Minneapolis Congressman Keith Ellison is making headlines for quitting the board of the embattled nonprofit Community Action of Minneapolis.

In quitting the board of the group accused of misspending taxpayer funds, Ellison is quoted as follows,

Ellison, a DFLer, said he had not attended any board meetings and appointed an alternate to serve on his behalf.  He said he did not vote on any financial matters.
In a statement, Ellison said the audit’s findings are “serious and require corrective action.”
It’s too bad that Ellison could not turn up to any Community Action board meetings.  If he had, he might have learned something about the nonprofit’s operations and its alleged mismanagement of tax dollars.
Back in January 2012, Ellison issued this press release asking for more Federal spending on the low-income energy assistance program, known as LIHEAP,
“LIHEAP is about more than just heating assistance for low-income families and seniors, though that alone would be reason to fight for it,” Ellison said. “This is about the fundamental American promise to care for those who need heat during the cold winter months. We don’t want our grandparents having to choose between fuel and food.”

As you will have guessed by now, the agency operating the LIHEAP program in Ellison’s district is Community Action.  It turns out that every dollar spent on luxury vacations and car loans to nonprofit executives could be used instead to help heat the homes of our seniors.

Tuesday, September 23, 2014

Doing Well By Doing Good, Part 3

Alleged financial mismanagement at a local nonprofit, Community Action of Minneapolis, has received a great deal of media attention since the release of a scathing state government audit of the group.  The state’s Department of Human Services is now considering cutting off funds to the agency as a result of its investigation.

The story has taken on a political angle, since the group’s board included two politicians—Congressman Keith Ellison and state Sen. Jeff Hayden—who have resigned from the group in recent days.
What is a Community Action Agency?
The Community Action Agency is a creature of LBJ’s War on Poverty, created 50 years ago to assist in delivering Great Society programs to the nation’s poor.  Community Action of Minneapolis is part of a network of agencies that covers the entire state.  The service offerings differ from agency to agency, but often include low income household energy assistance (utility bill subsidies), low-income home weatherization (insulation) and operation of the local Head Start program.

The Minneapolis agency was formed by the City in 1994 to administer certain Federal block grant programs.  It does not operate the local Head Start program.
Many readers of the Minneapolis Star Tribune’s coverage of this story may have been surprised to discover so many Democrat elected officials serving on the agency’s board.

It is actually required by law.  Not that they all must be Democrats, but that one-third of the board for each agency must consist of public officials, with the remainder split between community members and private sector leaders.  For this purpose, unions count as the private sector.
As it happens, Republican public officials are thin on the ground in Minneapolis, if Community Action were inclined to appoint one.  In areas dominated politically by Republicans, you will find public official board members at local agencies who are Republicans.

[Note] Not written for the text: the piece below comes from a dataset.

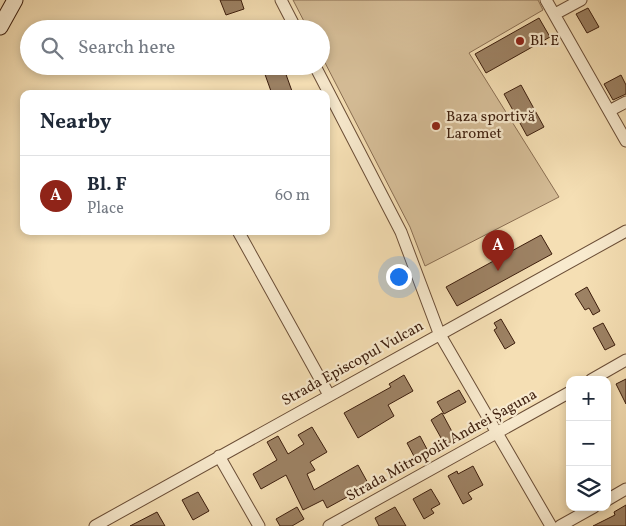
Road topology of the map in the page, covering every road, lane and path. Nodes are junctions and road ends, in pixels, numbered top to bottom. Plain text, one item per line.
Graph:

I have no idea what the original rationale was for having one-third of each agency’s board consist of public officials.  However, in today’s context, it provides a built-in lobbying team ready to advocate for continued (or expanded) taxpayer funding of the agency’s activities.
What is the Issue?
In Fiscal Year 2012, Community Action received 99.92 percent of its total revenue from government sources, according to the group’s IRS Form 990 income tax return.  Most of its funds come from Federal energy-related programs overseen by the state’s Department of Commerce.

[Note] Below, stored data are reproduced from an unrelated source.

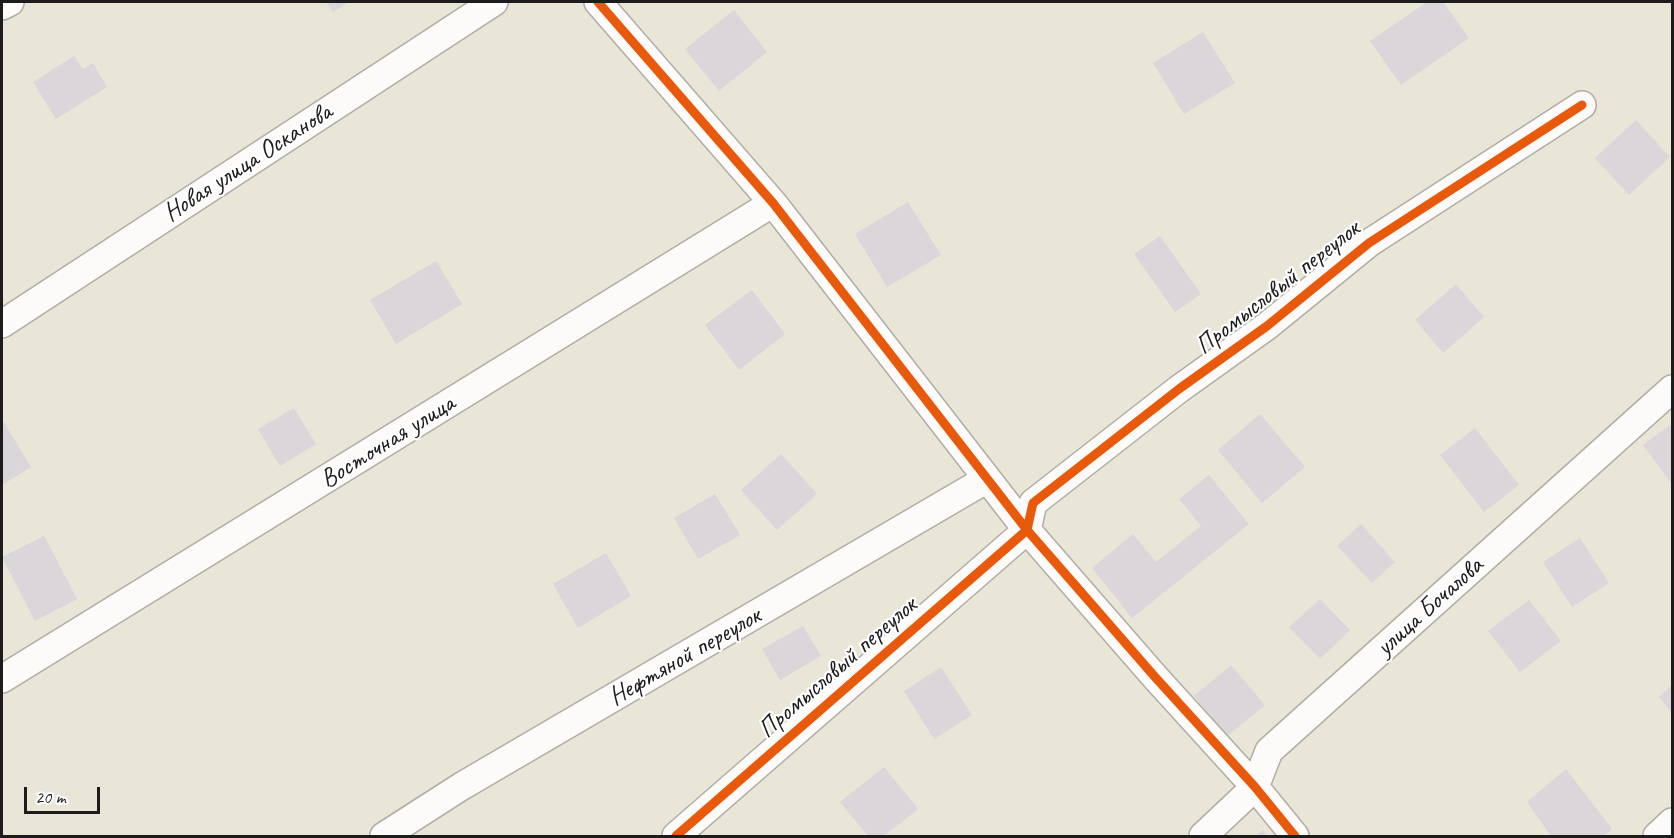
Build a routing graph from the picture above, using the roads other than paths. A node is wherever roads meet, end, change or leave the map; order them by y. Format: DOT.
graph roads {
  1 [pos="9,2"];
  2 [pos="494,2"];
  3 [pos="2,6"];
  4 [pos="611,6"];
  5 [pos="1582,105"];
  6 [pos="773,203"];
  7 [pos="2,324"];
  8 [pos="1672,389"];
  9 [pos="987,479"];
  10 [pos="1027,530"];
  11 [pos="2,679"];
  12 [pos="1255,787"];
  13 [pos="1672,822"];
  14 [pos="384,837"];
  15 [pos="676,837"];
  16 [pos="1203,837"];
  17 [pos="1295,837"];
  18 [pos="1657,837"];
  1 -- 3 [label="street"];
  2 -- 7 [label="street, Новая улица Осканова"];
  4 -- 6 [label="street"];
  5 -- 10 [label="street, Промысловый переулок"];
  6 -- 9 [label="street"];
  6 -- 11 [label="street, Восточная улица"];
  8 -- 12 [label="street, улица Бочалова"];
  9 -- 10 [label="street"];
  9 -- 14 [label="street, Нефтяной переулок"];
  10 -- 12 [label="street"];
  10 -- 15 [label="street, Промысловый переулок"];
  12 -- 16 [label="street, улица Бочалова"];
  12 -- 17 [label="street"];
  13 -- 18 [label="street"];
}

An earlier audit (2012) performed by the Legislative Auditor found that the state’s,
Department of Commerce did not adequately monitor a local service provider [Community Action of Minneapolis] that inappropriately provided $1.35 million to households who did not meet the eligibility requirements for the crisis emergency benefits they received from the Low-Income Home Energy Assistance Program.
In the audit (2014) performed by the state’s Department of Human Services (DHS), the first finding involves inadequate oversight by Community Action’s board over the activities of senior management.  One recommendation made by DHS was to have Community Action fill the many vacant slots on the board.  The resignations of Ellison and Hayden, in that regard, are not helping the cause.

In the audit itself, the DHS audit cites specific transactions related to programs overseen by Commerce.
Further, many of the questionable items cited by DHS apply to the agency’s overall management.  The bulk of the dollars questioned by DHS involve dodgy allocations of overhead costs to a DHS grant that should have been allocated to Commerce-related grants, or never incurred in the first place (travel, bonuses, etc.).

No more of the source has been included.